Finding the Perfect Violin or Viola Setup

Finding the right violin or viola setup is important for your physical health as a musician. Many of us begin with the same setup: whatever chinrest comes with the instrument and a foam sponge. However, what works for you as a beginner and what works for more advanced players are not always the same thing. The best place to start is by talking to your teacher; finding the perfect violin or viola setup for you can be complicated, and they will know the types of things you should look for. We also have a few suggestions to guide you in the right direction.

Know Your Body

This sounds obvious, but sometimes it’s the most basic things we forget to consider. No two bodies are exactly alike, and the same violin or viola setup is not going to work for everyone. The goal is to allow freedom of movement, reduce and hopefully eliminate tension, and work with your body rather than against it. This means taking into account things like your shoulders, neck, and jawline. Talking to your teacher about posture and position is a great way to figure out the types of corrections you’re looking for. If you want an even deeper understanding of how to eliminate tension and improve your playing posture, books like Playing Less Hurt are a good resource. Body Mapping and the Alexander Technique are also great options to investigate.

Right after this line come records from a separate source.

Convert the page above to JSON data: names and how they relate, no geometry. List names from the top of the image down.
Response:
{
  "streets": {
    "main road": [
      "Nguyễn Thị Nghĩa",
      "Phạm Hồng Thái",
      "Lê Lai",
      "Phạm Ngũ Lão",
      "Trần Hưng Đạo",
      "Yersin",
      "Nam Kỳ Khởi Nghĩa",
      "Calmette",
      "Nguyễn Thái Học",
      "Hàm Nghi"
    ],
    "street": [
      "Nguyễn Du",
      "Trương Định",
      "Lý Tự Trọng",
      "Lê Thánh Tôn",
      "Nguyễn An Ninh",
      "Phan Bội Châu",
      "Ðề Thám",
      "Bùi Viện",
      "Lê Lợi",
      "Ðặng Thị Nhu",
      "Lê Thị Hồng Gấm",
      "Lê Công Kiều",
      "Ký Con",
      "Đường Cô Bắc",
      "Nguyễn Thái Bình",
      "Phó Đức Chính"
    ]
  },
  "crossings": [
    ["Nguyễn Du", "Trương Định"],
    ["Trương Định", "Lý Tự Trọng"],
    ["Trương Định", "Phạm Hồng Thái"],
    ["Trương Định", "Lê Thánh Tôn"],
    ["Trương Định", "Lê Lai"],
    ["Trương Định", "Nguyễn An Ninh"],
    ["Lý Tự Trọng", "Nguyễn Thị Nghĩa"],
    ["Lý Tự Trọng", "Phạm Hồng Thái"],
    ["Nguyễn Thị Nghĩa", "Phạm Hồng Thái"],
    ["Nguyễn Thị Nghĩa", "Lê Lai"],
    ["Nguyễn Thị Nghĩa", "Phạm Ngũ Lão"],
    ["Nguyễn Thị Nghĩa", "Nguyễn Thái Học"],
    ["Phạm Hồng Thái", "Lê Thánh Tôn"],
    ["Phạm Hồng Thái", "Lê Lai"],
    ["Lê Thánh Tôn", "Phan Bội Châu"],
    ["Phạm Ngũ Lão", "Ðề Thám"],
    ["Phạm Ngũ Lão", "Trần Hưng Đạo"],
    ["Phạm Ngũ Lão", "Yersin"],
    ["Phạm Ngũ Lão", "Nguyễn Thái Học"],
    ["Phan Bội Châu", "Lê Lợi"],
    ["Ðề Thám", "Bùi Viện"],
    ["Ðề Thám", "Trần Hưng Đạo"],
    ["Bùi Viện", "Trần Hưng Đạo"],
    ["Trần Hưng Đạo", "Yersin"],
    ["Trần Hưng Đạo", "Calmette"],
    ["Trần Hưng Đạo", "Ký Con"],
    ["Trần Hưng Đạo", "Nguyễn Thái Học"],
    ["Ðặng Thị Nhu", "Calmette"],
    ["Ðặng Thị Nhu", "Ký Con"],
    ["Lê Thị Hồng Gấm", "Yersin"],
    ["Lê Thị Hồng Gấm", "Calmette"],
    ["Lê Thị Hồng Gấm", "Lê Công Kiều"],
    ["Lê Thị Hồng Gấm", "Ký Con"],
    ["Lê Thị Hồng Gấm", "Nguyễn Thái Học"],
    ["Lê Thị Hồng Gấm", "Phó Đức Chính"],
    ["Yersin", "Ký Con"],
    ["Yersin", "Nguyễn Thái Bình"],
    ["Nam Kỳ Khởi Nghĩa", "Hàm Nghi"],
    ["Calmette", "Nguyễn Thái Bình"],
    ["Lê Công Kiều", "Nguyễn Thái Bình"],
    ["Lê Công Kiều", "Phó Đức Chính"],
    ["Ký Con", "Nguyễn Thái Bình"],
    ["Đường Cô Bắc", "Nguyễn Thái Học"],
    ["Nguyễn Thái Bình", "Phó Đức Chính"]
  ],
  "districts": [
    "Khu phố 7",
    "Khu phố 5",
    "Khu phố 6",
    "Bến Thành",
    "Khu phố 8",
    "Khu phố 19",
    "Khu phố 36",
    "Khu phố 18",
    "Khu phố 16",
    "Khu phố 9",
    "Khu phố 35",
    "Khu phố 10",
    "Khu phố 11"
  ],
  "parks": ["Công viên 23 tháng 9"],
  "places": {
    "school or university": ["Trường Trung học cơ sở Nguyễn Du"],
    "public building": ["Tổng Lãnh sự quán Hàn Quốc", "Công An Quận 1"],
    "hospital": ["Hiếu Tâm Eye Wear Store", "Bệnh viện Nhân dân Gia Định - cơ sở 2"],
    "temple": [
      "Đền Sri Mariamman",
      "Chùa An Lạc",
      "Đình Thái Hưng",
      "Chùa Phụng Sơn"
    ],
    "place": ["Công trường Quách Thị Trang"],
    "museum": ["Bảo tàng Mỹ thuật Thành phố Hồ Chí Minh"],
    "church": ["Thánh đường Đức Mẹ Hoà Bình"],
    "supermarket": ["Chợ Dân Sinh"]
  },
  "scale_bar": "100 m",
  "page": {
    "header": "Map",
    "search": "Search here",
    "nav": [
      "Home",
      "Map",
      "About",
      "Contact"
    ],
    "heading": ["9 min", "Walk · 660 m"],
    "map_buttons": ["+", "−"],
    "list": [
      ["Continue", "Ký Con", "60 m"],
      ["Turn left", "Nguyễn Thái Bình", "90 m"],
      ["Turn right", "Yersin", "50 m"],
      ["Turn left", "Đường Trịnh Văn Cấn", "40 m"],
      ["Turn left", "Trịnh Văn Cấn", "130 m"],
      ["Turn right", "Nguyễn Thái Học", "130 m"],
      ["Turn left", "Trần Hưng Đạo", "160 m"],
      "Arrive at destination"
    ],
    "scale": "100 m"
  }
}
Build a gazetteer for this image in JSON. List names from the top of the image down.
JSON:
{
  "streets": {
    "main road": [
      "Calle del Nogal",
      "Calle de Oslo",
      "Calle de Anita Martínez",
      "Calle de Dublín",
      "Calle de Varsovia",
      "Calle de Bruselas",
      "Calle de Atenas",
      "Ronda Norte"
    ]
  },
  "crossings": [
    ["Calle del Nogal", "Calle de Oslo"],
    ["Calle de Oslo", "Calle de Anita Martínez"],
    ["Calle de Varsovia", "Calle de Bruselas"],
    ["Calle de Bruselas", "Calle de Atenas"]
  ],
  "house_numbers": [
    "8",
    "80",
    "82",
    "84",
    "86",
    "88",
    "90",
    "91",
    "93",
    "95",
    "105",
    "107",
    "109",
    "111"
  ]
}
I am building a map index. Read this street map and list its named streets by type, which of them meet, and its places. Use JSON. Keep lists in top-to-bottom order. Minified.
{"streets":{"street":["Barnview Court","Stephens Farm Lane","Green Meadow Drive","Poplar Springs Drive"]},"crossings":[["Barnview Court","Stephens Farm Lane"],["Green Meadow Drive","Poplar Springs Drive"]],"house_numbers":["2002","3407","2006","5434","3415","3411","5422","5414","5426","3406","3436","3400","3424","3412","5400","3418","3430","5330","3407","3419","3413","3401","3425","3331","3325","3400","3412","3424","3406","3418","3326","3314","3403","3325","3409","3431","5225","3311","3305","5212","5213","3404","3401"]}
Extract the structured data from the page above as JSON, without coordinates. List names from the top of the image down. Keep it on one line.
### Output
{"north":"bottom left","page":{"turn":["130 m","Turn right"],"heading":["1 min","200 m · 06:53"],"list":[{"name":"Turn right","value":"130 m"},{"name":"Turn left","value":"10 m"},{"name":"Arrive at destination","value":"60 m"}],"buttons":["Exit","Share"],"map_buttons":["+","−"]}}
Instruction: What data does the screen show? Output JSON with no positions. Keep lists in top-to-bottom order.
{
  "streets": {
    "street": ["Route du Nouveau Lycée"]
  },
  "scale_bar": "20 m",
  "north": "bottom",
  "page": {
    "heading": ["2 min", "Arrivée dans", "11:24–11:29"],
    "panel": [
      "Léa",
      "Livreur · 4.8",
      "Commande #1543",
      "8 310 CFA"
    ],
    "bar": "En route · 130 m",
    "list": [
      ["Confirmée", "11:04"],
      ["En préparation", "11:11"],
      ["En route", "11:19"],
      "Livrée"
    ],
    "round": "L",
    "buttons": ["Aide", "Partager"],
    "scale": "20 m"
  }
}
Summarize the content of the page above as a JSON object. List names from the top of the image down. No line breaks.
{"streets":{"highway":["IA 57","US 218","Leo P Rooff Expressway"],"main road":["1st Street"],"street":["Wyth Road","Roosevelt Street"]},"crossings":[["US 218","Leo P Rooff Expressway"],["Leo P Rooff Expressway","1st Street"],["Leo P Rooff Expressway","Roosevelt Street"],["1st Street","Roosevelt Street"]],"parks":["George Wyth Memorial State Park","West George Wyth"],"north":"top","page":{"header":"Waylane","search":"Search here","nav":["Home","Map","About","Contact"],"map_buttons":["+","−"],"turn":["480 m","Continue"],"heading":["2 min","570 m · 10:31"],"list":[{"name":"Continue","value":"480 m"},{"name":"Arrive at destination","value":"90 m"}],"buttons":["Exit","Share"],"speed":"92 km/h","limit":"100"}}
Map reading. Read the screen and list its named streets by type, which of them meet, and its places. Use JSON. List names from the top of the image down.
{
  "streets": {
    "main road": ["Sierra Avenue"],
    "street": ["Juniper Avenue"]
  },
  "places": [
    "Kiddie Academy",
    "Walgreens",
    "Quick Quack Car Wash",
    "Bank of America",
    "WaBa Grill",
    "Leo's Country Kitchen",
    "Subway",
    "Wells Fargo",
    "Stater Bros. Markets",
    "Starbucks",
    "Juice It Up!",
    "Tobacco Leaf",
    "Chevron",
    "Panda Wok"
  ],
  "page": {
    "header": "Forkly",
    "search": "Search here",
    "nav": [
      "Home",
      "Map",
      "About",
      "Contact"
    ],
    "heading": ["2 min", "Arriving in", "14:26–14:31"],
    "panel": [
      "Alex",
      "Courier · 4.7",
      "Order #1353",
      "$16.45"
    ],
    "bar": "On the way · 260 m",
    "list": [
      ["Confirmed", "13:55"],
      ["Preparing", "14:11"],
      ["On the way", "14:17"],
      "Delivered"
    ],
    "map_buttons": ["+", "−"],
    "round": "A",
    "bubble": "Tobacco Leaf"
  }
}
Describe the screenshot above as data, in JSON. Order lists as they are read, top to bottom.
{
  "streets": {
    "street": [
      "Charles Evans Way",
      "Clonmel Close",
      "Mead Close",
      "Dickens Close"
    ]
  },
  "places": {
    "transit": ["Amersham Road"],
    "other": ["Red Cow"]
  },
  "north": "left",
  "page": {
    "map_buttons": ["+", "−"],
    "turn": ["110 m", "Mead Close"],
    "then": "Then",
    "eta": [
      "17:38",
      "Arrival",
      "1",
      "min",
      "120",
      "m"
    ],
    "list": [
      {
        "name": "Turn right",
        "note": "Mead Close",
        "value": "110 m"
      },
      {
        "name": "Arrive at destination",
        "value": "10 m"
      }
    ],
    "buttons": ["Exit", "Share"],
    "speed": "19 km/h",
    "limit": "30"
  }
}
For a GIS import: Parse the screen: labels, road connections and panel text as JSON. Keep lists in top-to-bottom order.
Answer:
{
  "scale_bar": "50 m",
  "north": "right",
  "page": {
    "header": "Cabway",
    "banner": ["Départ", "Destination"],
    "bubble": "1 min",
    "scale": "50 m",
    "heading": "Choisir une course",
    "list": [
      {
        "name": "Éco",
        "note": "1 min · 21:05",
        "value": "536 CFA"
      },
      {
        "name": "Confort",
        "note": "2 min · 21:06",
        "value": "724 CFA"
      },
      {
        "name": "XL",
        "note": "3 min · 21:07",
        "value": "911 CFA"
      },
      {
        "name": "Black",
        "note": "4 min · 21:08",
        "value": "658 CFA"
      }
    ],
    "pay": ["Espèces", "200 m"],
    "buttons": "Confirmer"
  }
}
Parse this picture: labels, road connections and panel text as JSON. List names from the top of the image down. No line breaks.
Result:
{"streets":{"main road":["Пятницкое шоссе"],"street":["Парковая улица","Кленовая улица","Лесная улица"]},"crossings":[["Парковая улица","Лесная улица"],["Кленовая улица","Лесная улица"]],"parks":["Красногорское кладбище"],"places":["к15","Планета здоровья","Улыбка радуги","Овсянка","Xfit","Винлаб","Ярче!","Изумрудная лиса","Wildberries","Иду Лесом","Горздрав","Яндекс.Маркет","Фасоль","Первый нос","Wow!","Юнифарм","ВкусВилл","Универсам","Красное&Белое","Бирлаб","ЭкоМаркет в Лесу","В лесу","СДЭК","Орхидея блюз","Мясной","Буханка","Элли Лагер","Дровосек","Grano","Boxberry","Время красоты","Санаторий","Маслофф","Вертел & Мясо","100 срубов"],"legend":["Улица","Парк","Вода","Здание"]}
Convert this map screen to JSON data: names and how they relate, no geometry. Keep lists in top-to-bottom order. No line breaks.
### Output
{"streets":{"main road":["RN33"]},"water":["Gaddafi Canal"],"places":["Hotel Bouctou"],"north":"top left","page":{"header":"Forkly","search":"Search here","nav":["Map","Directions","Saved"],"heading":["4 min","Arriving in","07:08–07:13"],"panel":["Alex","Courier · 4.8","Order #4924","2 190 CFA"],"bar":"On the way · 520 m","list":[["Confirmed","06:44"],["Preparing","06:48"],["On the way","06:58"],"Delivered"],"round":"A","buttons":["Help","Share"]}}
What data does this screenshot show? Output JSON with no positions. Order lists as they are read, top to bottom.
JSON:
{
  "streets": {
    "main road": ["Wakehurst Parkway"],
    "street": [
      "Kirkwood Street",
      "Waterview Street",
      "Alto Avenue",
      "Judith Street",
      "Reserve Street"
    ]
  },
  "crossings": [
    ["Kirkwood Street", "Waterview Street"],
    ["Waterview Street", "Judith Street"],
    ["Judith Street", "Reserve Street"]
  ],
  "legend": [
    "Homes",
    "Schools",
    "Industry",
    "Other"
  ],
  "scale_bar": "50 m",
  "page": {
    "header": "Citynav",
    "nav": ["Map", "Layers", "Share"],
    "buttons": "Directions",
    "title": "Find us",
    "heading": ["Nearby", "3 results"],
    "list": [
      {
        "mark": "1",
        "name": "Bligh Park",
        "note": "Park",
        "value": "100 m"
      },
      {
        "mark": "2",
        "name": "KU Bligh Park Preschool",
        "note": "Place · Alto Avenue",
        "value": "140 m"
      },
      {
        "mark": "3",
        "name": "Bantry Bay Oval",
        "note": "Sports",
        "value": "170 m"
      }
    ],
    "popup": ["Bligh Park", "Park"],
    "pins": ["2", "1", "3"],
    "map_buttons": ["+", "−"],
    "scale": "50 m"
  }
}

There are multiple types of chinrests, but a good place to start is to decide which feels more comfortable:

  1. A chinrest centered over the tailpiece (center-mounted)
  2. A chinrest to the left of the tailpiece (side-mounted)

There is no right or wrong answer: this is about what works best for you with your violin or viola. Once you decide which style you prefer, you can start trying out the different chinrests in that category. Take a look at the chart below to see what types of chinrests falls into each category: 

Check out our full selection of violin chinrests and viola chinrests

Shoulder Rests

When trying out shoulder rests, you want to make sure they fit the shape of your shoulder while also being high or low enough for your neck. Most people will start by trying out a more rigid shoulder rest like a classic Kun or Wolf Primo. Depending on what you’re looking for, you may want something with more give, a different shape, or that is more adjustable. Some of our more popular models are listed below: 

Check out our full selection of violin shoulder rests and viola shoulder rests.

Other Tips:

-ALWAYS try your violin or viola setup out. This isn’t something you can guess at; you won’t know if something works for you until you physically play with that setup. If you visit our storefront, we have examples of each chinrest and shoulder rest that you can try. If you’re shopping online, we accept returns within 30 days.

-Ask for help! This could be in the form of your teacher or one of our friendly front staff or customer service members.

-As your technique changes (especially if you are in school), your setup might as well. Don’t be afraid to experiment and see if your current setup can be improved.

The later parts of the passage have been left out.